'''
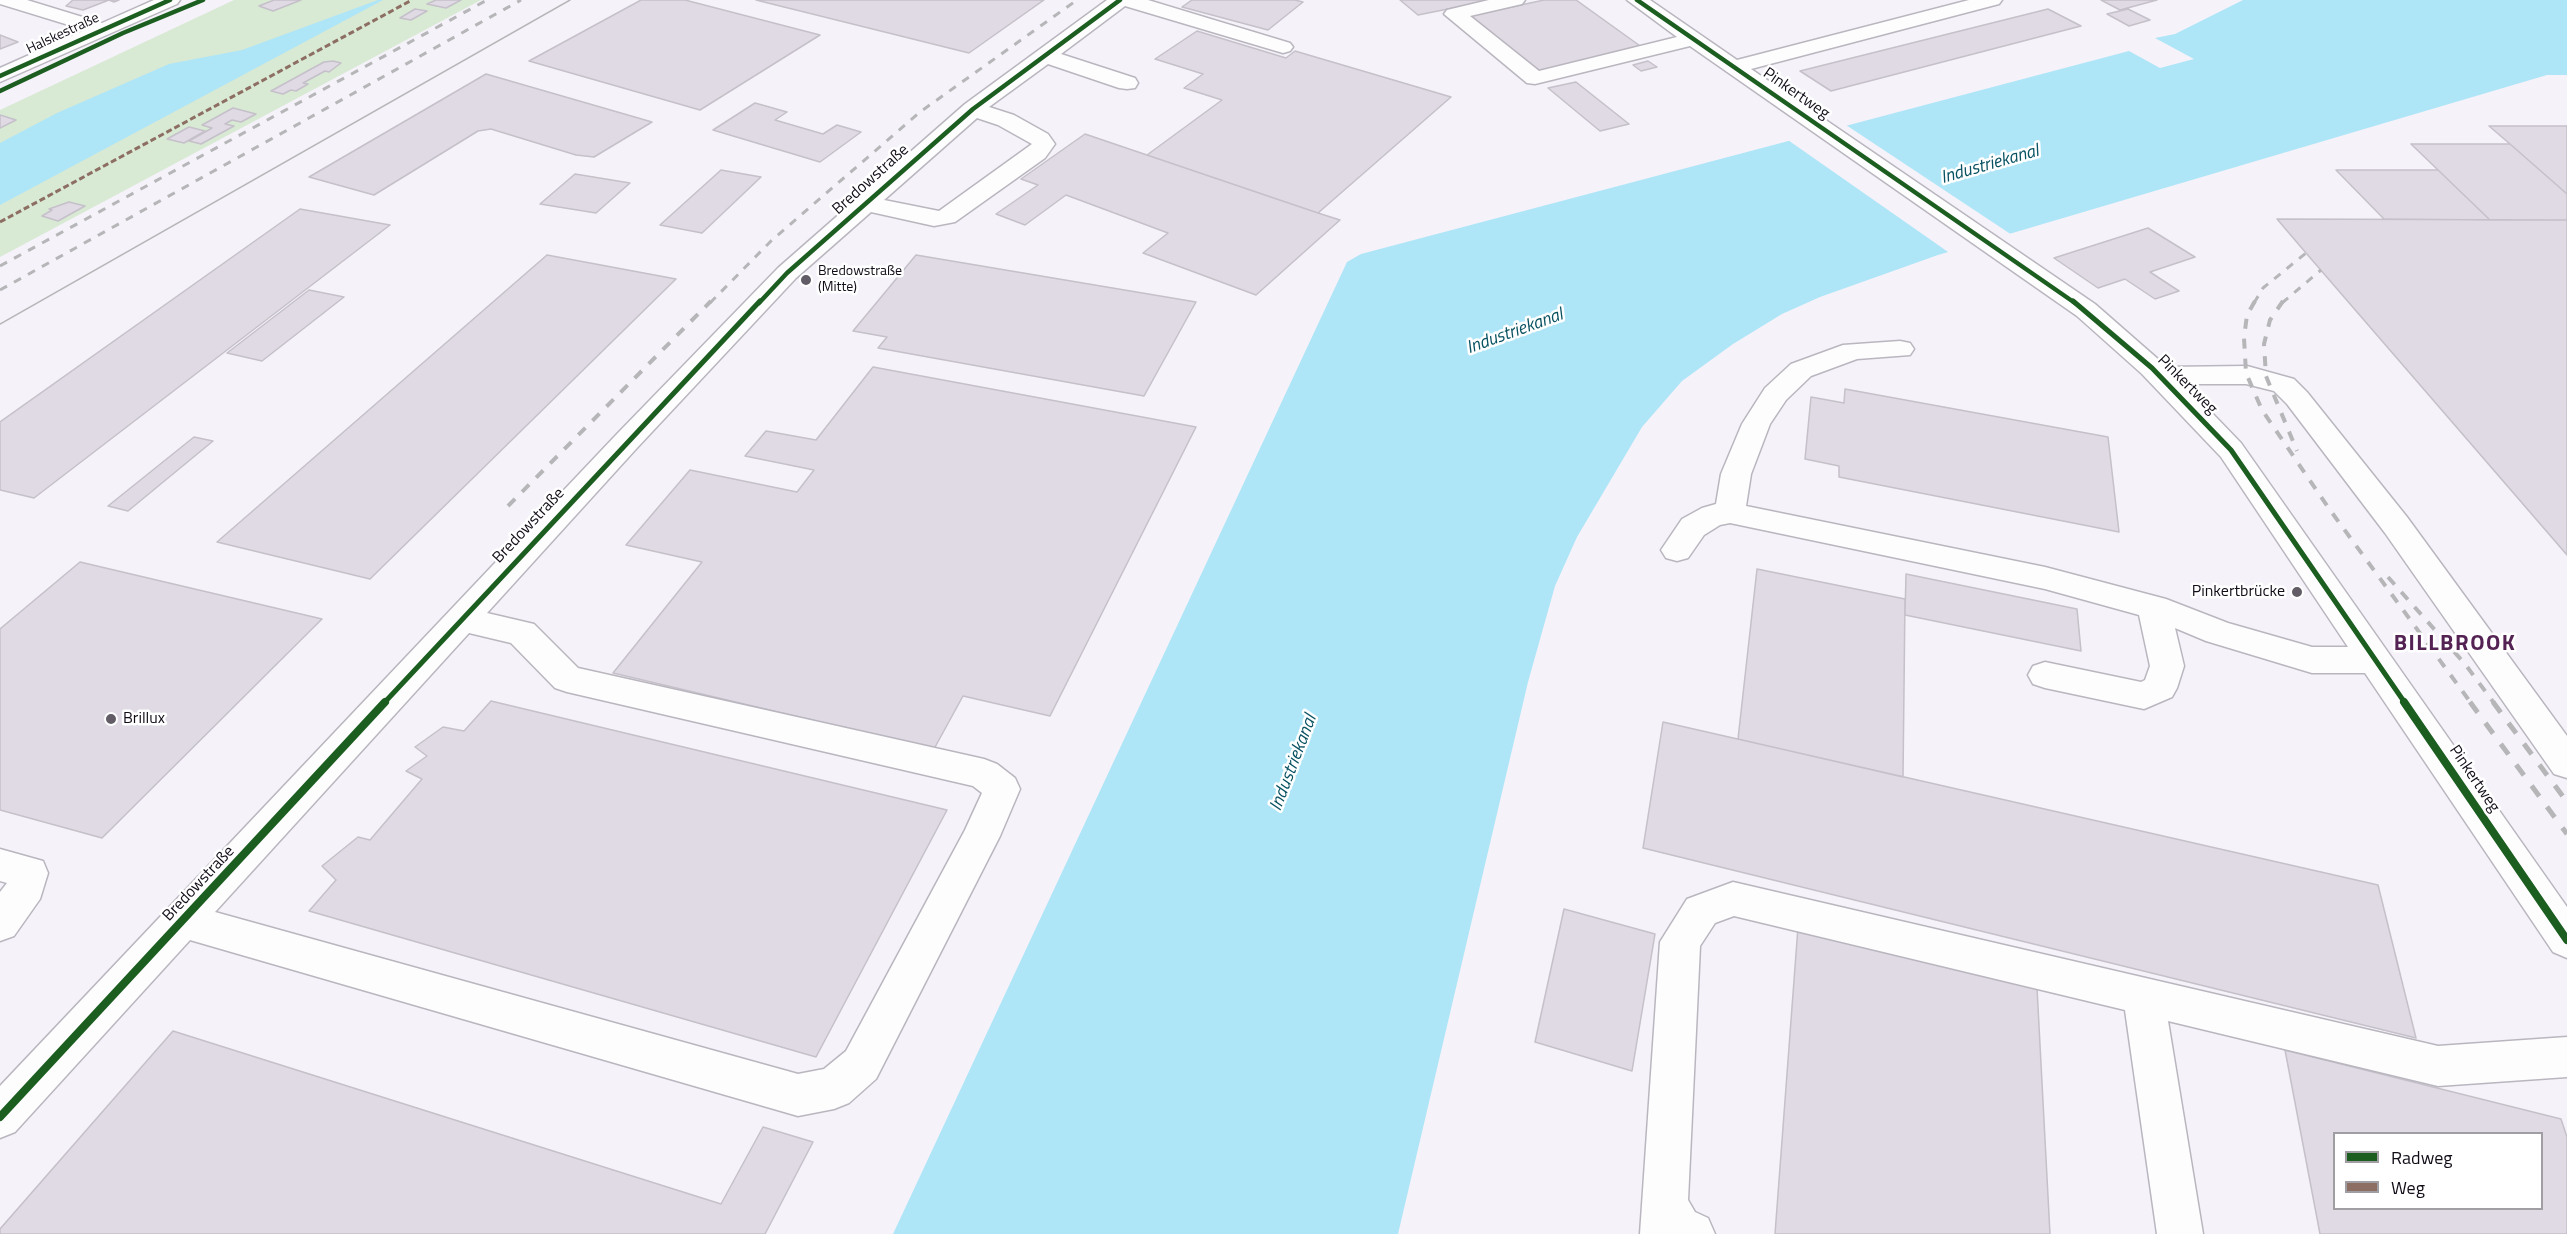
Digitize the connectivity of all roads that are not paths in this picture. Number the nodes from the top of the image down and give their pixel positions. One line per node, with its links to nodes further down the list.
1 (6, 0): 8 (street)
2 (170, 0): 8 (street, Halskestraße)
3 (1120, 0): 13 (street, Bredowstraße)
4 (1127, 0): 11 (street)
5 (1515, 0): 10 (street)
6 (1637, 0): 10 (street, Pinkertweg)
7 (1992, 0): 12 (street)
8 (102, 29): 15 (street, Halskestraße)
9 (1760, 36): 12 (street)
10 (1694, 39): 14 (street, Pinkertweg)
11 (1283, 47)
12 (1786, 53): 14 (street)
13 (1043, 55): 16 (street); 17 (street, Bredowstraße)
14 (1734, 67): 20 (street, Pinkertweg)
15 (3, 73)
16 (1127, 83)
17 (973, 109): 18 (street, Bredowstraße); 18 (street)
18 (865, 203): 24 (street, Bredowstraße)
19 (1900, 349): 21 (street)
20 (2160, 376): 25 (street, Pinkertweg); 27 (street)
21 (1730, 513): 22 (street); 23 (street)
22 (1677, 550)
23 (2154, 607): 25 (street); 26 (street)
24 (461, 619): 29 (street, Bredowstraße); 29 (street)
25 (2376, 660): 31 (street, Pinkertweg)
26 (2045, 675)
27 (2567, 764)
28 (0, 864): 30 (street)
29 (184, 921): 34 (street, Bredowstraße)
30 (0, 924)
31 (2567, 939)
32 (2143, 996): 33 (street); 35 (street); 36 (street)
33 (2567, 1057)
34 (0, 1117)
35 (1674, 1225)
36 (2180, 1234)

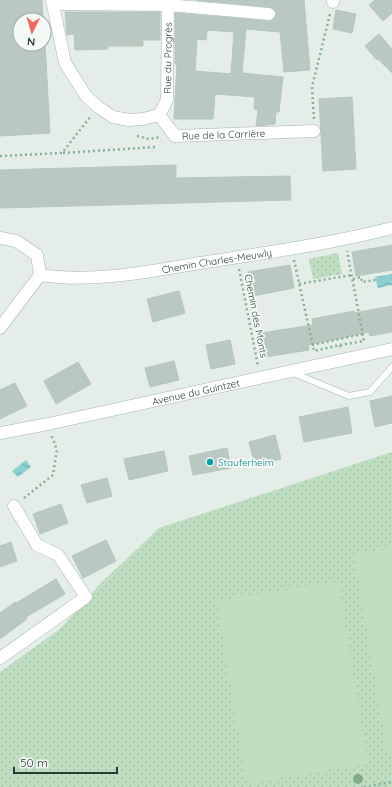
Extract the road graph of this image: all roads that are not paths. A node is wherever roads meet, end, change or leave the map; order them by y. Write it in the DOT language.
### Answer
graph roads {
  1 [pos="52,2"];
  2 [pos="168,2"];
  3 [pos="269,14"];
  4 [pos="159,115"];
  5 [pos="314,131"];
  6 [pos="392,228"];
  7 [pos="0,238"];
  8 [pos="40,275"];
  9 [pos="0,328"];
  10 [pos="392,349"];
  11 [pos="392,367"];
  12 [pos="287,371"];
  13 [pos="0,433"];
  14 [pos="14,506"];
  15 [pos="0,658"];
  1 -- 2 [label="street"];
  1 -- 4 [label="street"];
  2 -- 3 [label="street"];
  2 -- 4 [label="street, Rue du Progrès"];
  4 -- 5 [label="street, Rue de la Carrière"];
  6 -- 8 [label="street, Chemin Charles-Meuwly"];
  7 -- 8 [label="street"];
  8 -- 9 [label="street"];
  10 -- 12 [label="street, Avenue du Guintzet"];
  11 -- 12 [label="lane"];
  12 -- 13 [label="street, Avenue du Guintzet"];
  14 -- 15 [label="street"];
}
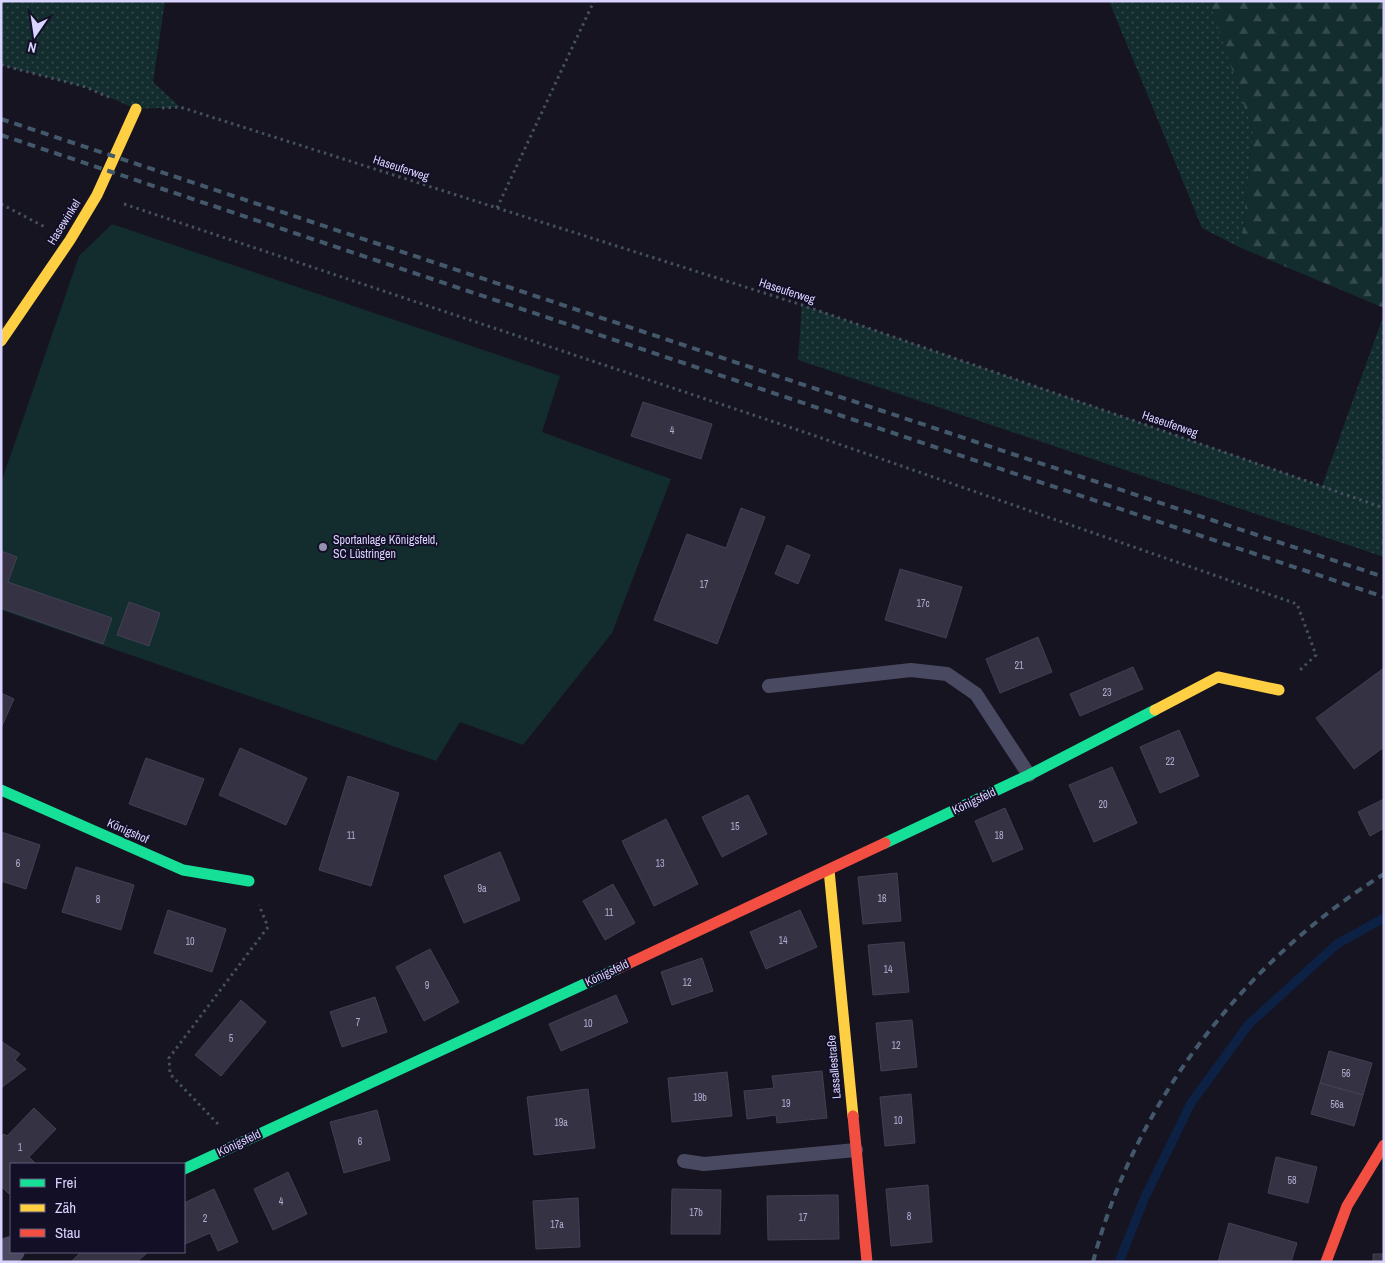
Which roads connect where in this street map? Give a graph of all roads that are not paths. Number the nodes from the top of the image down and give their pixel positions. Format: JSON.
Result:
{"nodes":[{"id":1,"x":136,"y":109,"type":"road end"},
{"id":2,"x":1,"y":342,"type":"edge"},
{"id":3,"x":769,"y":686,"type":"dead end"},
{"id":4,"x":1278,"y":690,"type":"road end"},
{"id":5,"x":1029,"y":775,"type":"junction"},
{"id":6,"x":1,"y":790,"type":"edge"},
{"id":7,"x":829,"y":870,"type":"junction"},
{"id":8,"x":249,"y":881,"type":"road end"},
{"id":9,"x":1384,"y":1146,"type":"edge"},
{"id":10,"x":856,"y":1150,"type":"junction"},
{"id":11,"x":684,"y":1161,"type":"dead end"},
{"id":12,"x":185,"y":1169,"type":"edge"},
{"id":13,"x":867,"y":1262,"type":"edge"},
{"id":14,"x":1326,"y":1262,"type":"edge"}],
"edges":[{"from":1,"to":2,"type":"street","name":"Hasewinkel"},
{"from":3,"to":5,"type":"lane"},
{"from":4,"to":5,"type":"street","name":"Königsfeld"},
{"from":5,"to":7,"type":"street","name":"Königsfeld"},
{"from":6,"to":8,"type":"street","name":"Königshof"},
{"from":7,"to":10,"type":"street","name":"Lassallestraße"},
{"from":7,"to":12,"type":"street","name":"Königsfeld"},
{"from":9,"to":14,"type":"street"},
{"from":10,"to":11,"type":"lane"},
{"from":10,"to":13,"type":"street","name":"Lassallestraße"}]}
'''
Show, from the entries above, every line that includes the string "junction".

{"id":5,"x":1029,"y":775,"type":"junction"},
{"id":7,"x":829,"y":870,"type":"junction"},
{"id":10,"x":856,"y":1150,"type":"junction"},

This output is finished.